2001 Postmodern novel by David Markson

This is Not a Novel is a postmodernist work in book form by David Markson, published by Counterpoint Press in 2001.

==Synopsis==
According to Publishers Weekly, this work continues Markson's tradition of creating complex works that challenge literary genres. The book's title references works by Magritte and Diderot. Hence, this book features a self-aware persona called "Writer" who has exhaustion with conventional storytelling and character development. Markson employs a non-traditional structure, so that it has the appearance of a commonplace book or writerly notebook, likewise containing multiple short entries per page. However, information is presented in a fragmented, non-narrative format, resulting in a deviation from standard plot and characters devices.

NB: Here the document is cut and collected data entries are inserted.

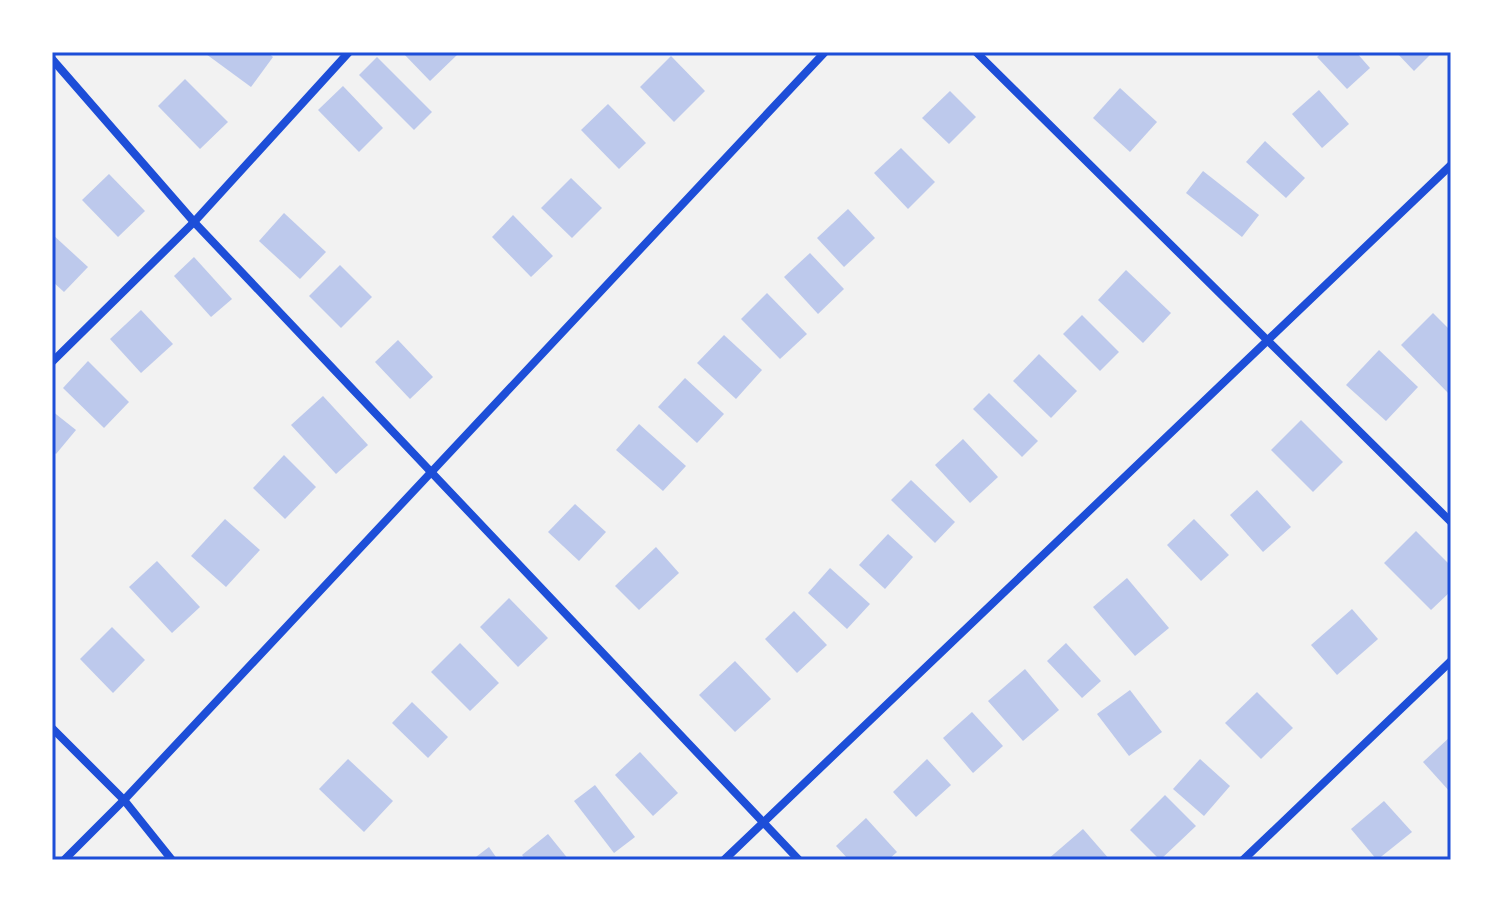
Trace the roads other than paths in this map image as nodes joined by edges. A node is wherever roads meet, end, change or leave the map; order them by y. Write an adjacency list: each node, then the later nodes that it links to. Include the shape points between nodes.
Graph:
1 (349, 52): 6 (street)
2 (825, 52): 9 (street)
3 (976, 52): 7 (street)
4 (52, 59): 6 (street)
5 (1451, 165): 7 (street)
6 (194, 222): 8 (street); 9 (street)
7 (1267, 340): 10 (street); 14 (street)
8 (52, 362)
9 (430, 473): 13 (street); 14 (street)
10 (1451, 522)
11 (1451, 661): 19 (street)
12 (52, 728): 13 (street)
13 (124, 800): 15 (street); 16 (street)
14 (764, 825): 17 (street); 18 (street)
15 (64, 860)
16 (172, 860)
17 (724, 860)
18 (799, 860)
19 (1243, 860)

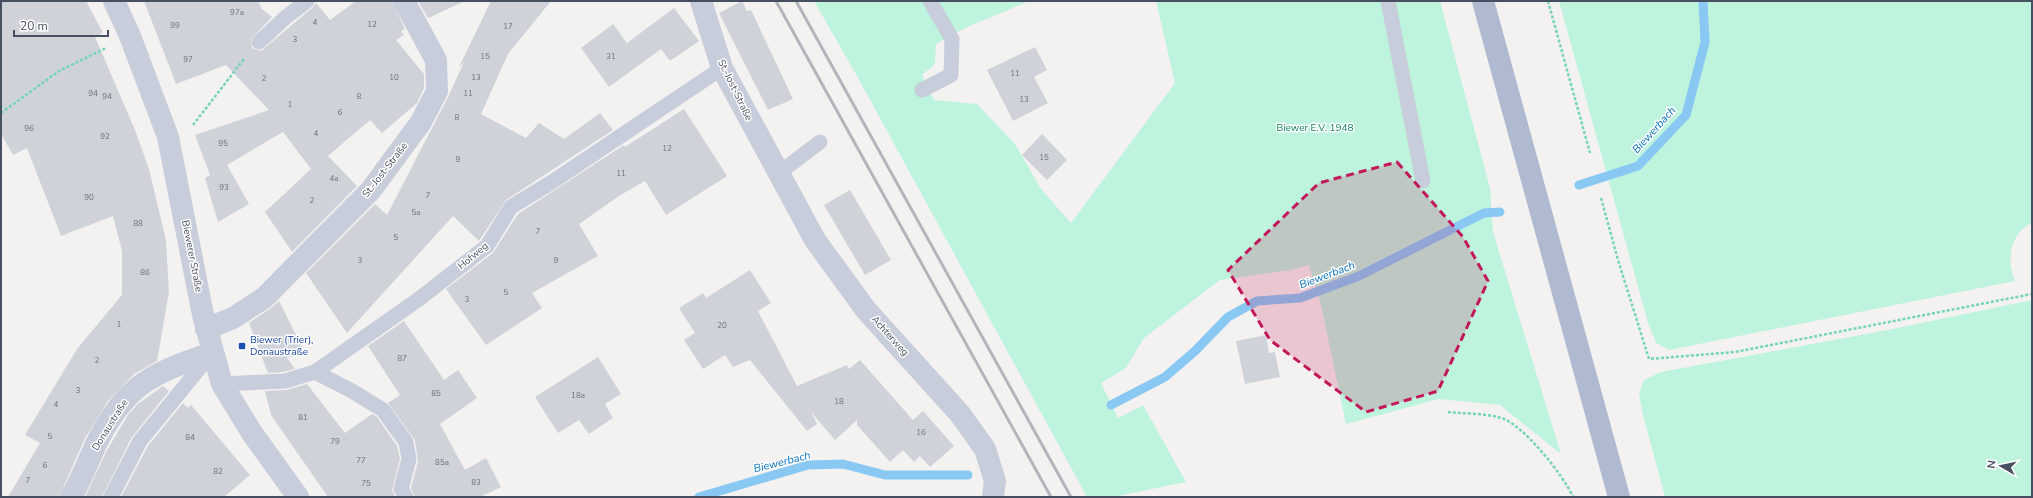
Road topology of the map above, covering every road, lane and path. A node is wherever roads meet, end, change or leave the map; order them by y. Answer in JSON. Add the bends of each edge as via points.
{"nodes":[{"id":1,"x":114,"y":1,"type":"edge"},
{"id":2,"x":306,"y":1,"type":"edge"},
{"id":3,"x":404,"y":1,"type":"edge"},
{"id":4,"x":700,"y":1,"type":"edge"},
{"id":5,"x":930,"y":1,"type":"edge"},
{"id":6,"x":1388,"y":1,"type":"edge"},
{"id":7,"x":1483,"y":1,"type":"edge"},
{"id":8,"x":1548,"y":1,"type":"edge"},
{"id":9,"x":130,"y":36,"type":"junction"},
{"id":10,"x":259,"y":42,"type":"joint"},
{"id":11,"x":722,"y":68,"type":"junction"},
{"id":12,"x":922,"y":90,"type":"dead end"},
{"id":13,"x":1,"y":113,"type":"edge"},
{"id":14,"x":168,"y":137,"type":"junction"},
{"id":15,"x":820,"y":142,"type":"dead end"},
{"id":16,"x":1590,"y":153,"type":"dead end"},
{"id":17,"x":779,"y":174,"type":"junction"},
{"id":18,"x":1423,"y":181,"type":"dead end"},
{"id":19,"x":1601,"y":198,"type":"dead end"},
{"id":20,"x":2032,"y":294,"type":"edge"},
{"id":21,"x":206,"y":329,"type":"junction"},
{"id":22,"x":212,"y":353,"type":"junction"},
{"id":23,"x":315,"y":372,"type":"junction"},
{"id":24,"x":222,"y":384,"type":"junction"},
{"id":25,"x":1448,"y":412,"type":"dead end"},
{"id":26,"x":71,"y":497,"type":"edge"},
{"id":27,"x":111,"y":497,"type":"edge"},
{"id":28,"x":298,"y":497,"type":"edge"},
{"id":29,"x":406,"y":497,"type":"edge"},
{"id":30,"x":993,"y":497,"type":"edge"},
{"id":31,"x":1573,"y":497,"type":"edge"},
{"id":32,"x":1619,"y":497,"type":"edge"}],
"edges":[{"from":1,"to":9,"type":"street","name":"Biewerer Straße"},
{"from":2,"to":10,"type":"lane"},
{"from":3,"to":21,"type":"street","name":"St.-Jost-Straße","via":[[436,60],[437,90],[421,122],[372,190],[264,298],[233,318]]},
{"from":4,"to":11,"type":"street","name":"St.-Jost-Straße"},
{"from":5,"to":12,"type":"lane","via":[[952,39],[951,75]]},
{"from":6,"to":18,"type":"lane"},
{"from":7,"to":32,"type":"main road"},
{"from":8,"to":16,"type":"path"},
{"from":9,"to":13,"type":"path","via":[[58,71]]},
{"from":9,"to":14,"type":"street","name":"Biewerer Straße"},
{"from":10,"to":14,"type":"path","via":[[193,125]]},
{"from":11,"to":17,"type":"street","name":"St.-Jost-Straße"},
{"from":11,"to":23,"type":"lane","name":"Hofweg","via":[[511,207],[487,246],[419,299]]},
{"from":14,"to":21,"type":"street","name":"Biewerer Straße"},
{"from":15,"to":17,"type":"lane"},
{"from":17,"to":30,"type":"street","name":"Achterweg","via":[[815,240],[866,310],[960,414],[986,449],[995,481]]},
{"from":19,"to":20,"type":"path","via":[[1650,359],[1735,352]]},
{"from":21,"to":22,"type":"street","name":"Biewerer Straße"},
{"from":22,"to":24,"type":"street","name":"Biewerer Straße"},
{"from":22,"to":26,"type":"street","name":"Donaustraße","via":[[172,366],[146,380],[123,401],[97,443]]},
{"from":22,"to":27,"type":"lane","via":[[140,441]]},
{"from":23,"to":24,"type":"lane","name":"Hofweg","via":[[285,382]]},
{"from":23,"to":29,"type":"lane","via":[[383,410],[406,442],[409,459],[401,489]]},
{"from":24,"to":28,"type":"street","name":"Biewerer Straße","via":[[252,433]]},
{"from":25,"to":31,"type":"path","via":[[1502,418],[1532,439]]}]}
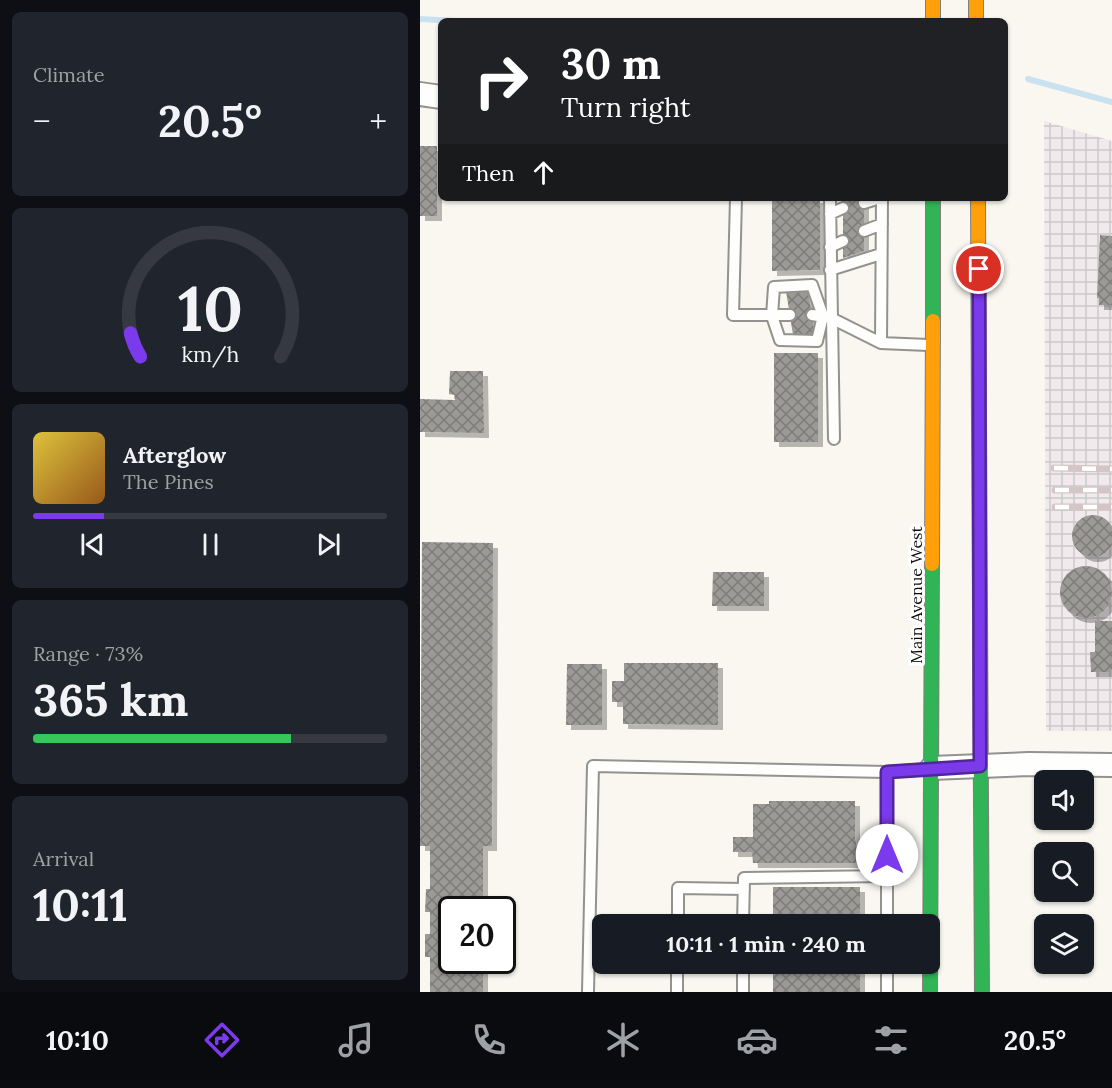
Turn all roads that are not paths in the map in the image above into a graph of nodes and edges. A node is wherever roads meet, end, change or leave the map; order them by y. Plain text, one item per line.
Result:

The counter narrative is composed of collections of quotes, odd facts, and trivia focused on historical figures, including writers, artists, composers, and scientists. The authorial presence or persona makes occasional appearances, drawing attention to the work's performative nature. The fragmented entries maintain pacing. The book functions as an idiosyncratic encyclopedia that unites these fragments to explore the intersections of art, intellect, and mortality, drawing comparisons to Ezra Pound's Cantos. According to Laura Miller of The New York Times, reader interest is maintained by instances of historical gossip, puzzles, and professional insults between famous figures such as Michelangelo and George Orwell.

==Themes==
The collection of epigrammatically styled factoids focus on somber topics, including the specific circumstances of notable historical figures' deaths, their financial struggles, and various unresolved historical anecdotes. Over time the fragments develop consistent themes including art, fame, illness, hygiene, and the specific circumstances surrounding historical figures' deaths. The book functions as an idiosyncratic encyclopedia that unites the fragments to explore the intersections of art, intellect, and mortality, drawing comparisons to Ezra Pound's Cantos.

==Reception==
Laura Miller, writing for The New York Times says that "Despite its atomized condition, the book does, as Writer hopes, seduce the reader into turning pages. Why it should succeed at that when most other books with the same anti-narrative agenda fail isn't hard to explain. This Is Not a Novel may not be a story, but it is something equally addictive: gossip, with a dash of puzzle. According to Guy Davenport, writing for Harper's Magazine, "Markson's book is 190 pages of interesting words or sentences... They create associations the way soap bubbles pack into cubes and hexagons. Every reader will find a different order hiding in this kaleidoscopic randomness."

Michael Dirda, reviewing this work for The Washington Post says, "This Is Not a Novel memorializes the treasures and detritus of one man's singularly cultured mind... If you don't know Writer's work at all, try This Is Not a Novel. There may be some doubt about exactly what kind of book it is, but not that it's altogether wonderful. Review of Contemporary Fiction's reviewer for this book, Paul Maliszewski, says, "What remains is part commonplace book, part melancholic catalog of loss, part fugue, part epic poem of unnumbered cantos, part portrait of the artist, and, taken as a whole, a great read -- a read really like no other."